Le Baromètre APEC 2026 précise que les salaires à l’embauche pour les conducteurs de transpalette débutants ont progressé de 6 % en un an, sous l’effet des tensions de recrutement.
9. Grille salariale après reconversion
| Profil | Expérience | Salaire brut annuel médian | Fourchette basse | Fourchette haute |
|---|---|---|---|---|
| Junior (1-2 ans) | Formation CACES 1 seul | 24 800 € | 22 000 € | 27 500 € |
| Confirmé (3-5 ans) | CACES 1, 3 et expérience | 27 600 € | 25 000 € | 30 200 € |
| Senior (6+ ans) | CACES 1, 3, 5 + titulaire | 30 500 € | 28 000 € | 34 000 € |
Les primes de nuit, de froid et de fin d’année peuvent ajouter 2 000 à 4 000 euros bruts annuels, selon les conventions collectives des transports (source : OPCO Mobilités 2025).
10. Témoignages indicatifs et études de cas
Le Groupe AFTRAL a publié en 2025 une enquête auprès de 1 200 stagiaires ayant suivi la formation CACES. 74 % des reconvertis ont trouvé un emploi dans les 3 mois suivant l’obtention de la certification.
Un cas documenté par France Travail Auvergne-Rhône-Alpes (2025) : Michaël, ancien vendeur chez Décathlon, a suivi une formation CACES 1 à Lyon.

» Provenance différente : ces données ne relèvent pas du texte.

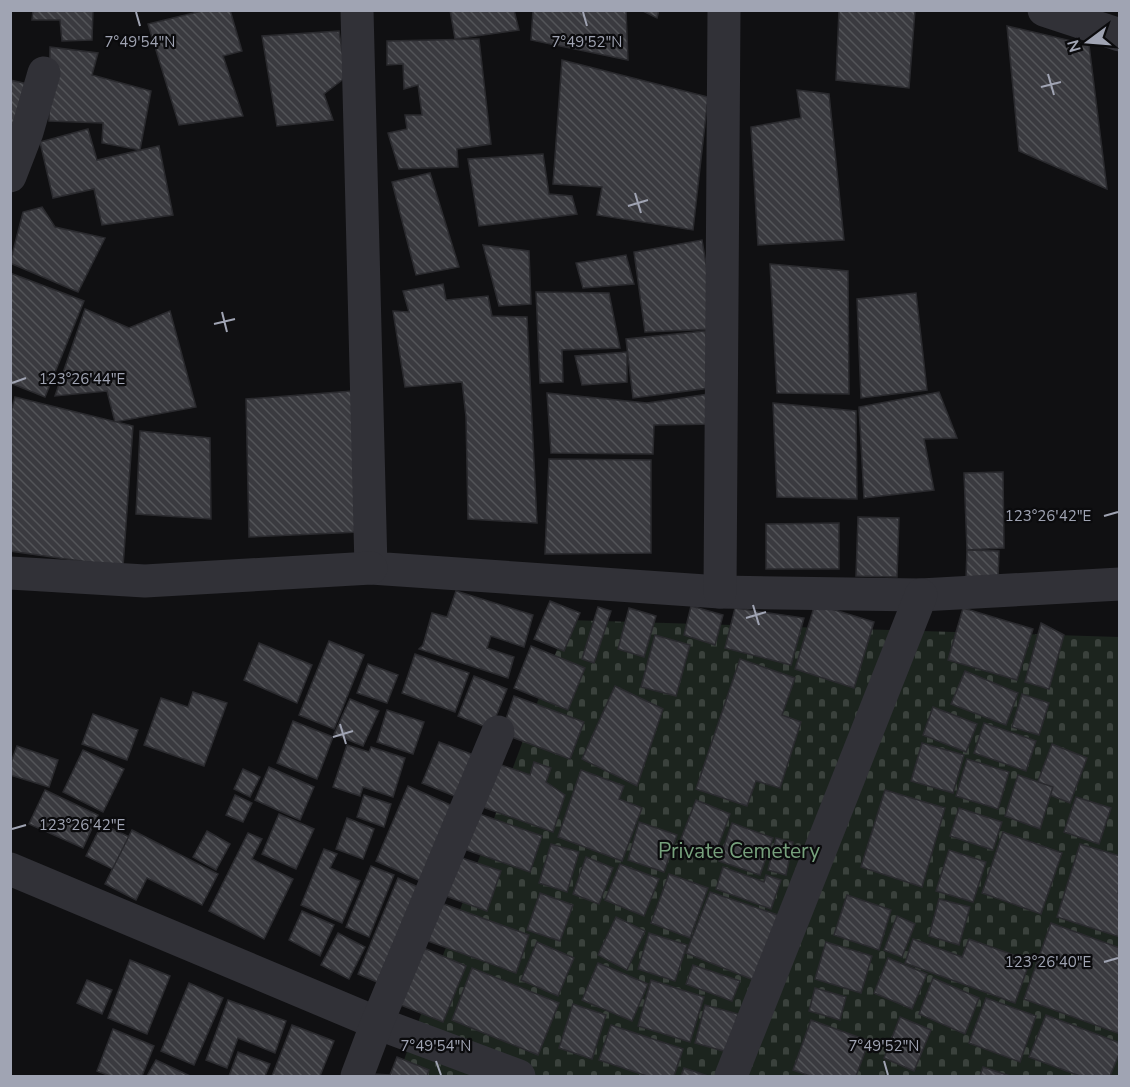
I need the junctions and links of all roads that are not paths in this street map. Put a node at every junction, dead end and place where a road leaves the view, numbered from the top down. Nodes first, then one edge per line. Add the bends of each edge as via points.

Après 45 jours de recherche, il a été embauché par FM Logistic à Saint-Priest avec un salaire de 26 200 euros brut.
Carrefour Supply Chain a recruté en 2025 300 conducteurs de transpalette via des contrats en alternance. Le taux de pérennisation des contrats à 6 mois est de 88 %, selon le rapport interne 2026.
L’INRS (Institut national de recherche et de sécurité) rappelle que 12 % des accidents du travail en entrepôt concernent la conduite d’engins. Le respect scrupuleux des consignes de sécurité (port de chaussures de sécurité, gilet haute visibilité et vérification des freins) est obligatoire.
11. Risques et limites de cette reconversion
La reconversion vers chauffeur de transpalette présente plusieurs contraintes à anticiper. DARES 2025 indique que 23 % des conducteurs quittent le métier dans les trois premières années, principalement pour des raisons de pénibilité physique (travail debout, gestes répétitifs, exposition au froid).
Les postes en grande distribution (ex : Carrefour, Leclerc) impliquent souvent des horaires décalés (5h-13h ou 13h-21h) et un travail en zone froide (entre -18°C et -25°C). Les conventions collectives des transports prévoient des indemnités spécifiques, mais tous les employeurs ne les versent pas systématiquement.
Le CNB (Conseil national des barreaux) n’intervient pas directement sur ce métier, mais le Code du travail (articles R4323-1 à R4323-30) impose des obligations strictes à l’employeur : vérification périodique des engins, maintien à niveau des CACES et suivi médical annuel.
Le risque de substitution par l’IA est modéré. Les transpalettes automatisés (AGV) existent, mais leur déploiement reste marginal. FM Logistic estime que 85 % des postes nécessiteront encore un conducteur humain d’ici 2030, selon son rapport d’innovation 2025.
Enfin, le faible niveau de qualification peut limiter l’évolution de carrière vers des postes de chef d’équipe ou de responsable d’entrepôt sans formation complémentaire. Un passage en Bac pro logistique ou en titre professionnel niveau 4 est souvent nécessaire pour progresser.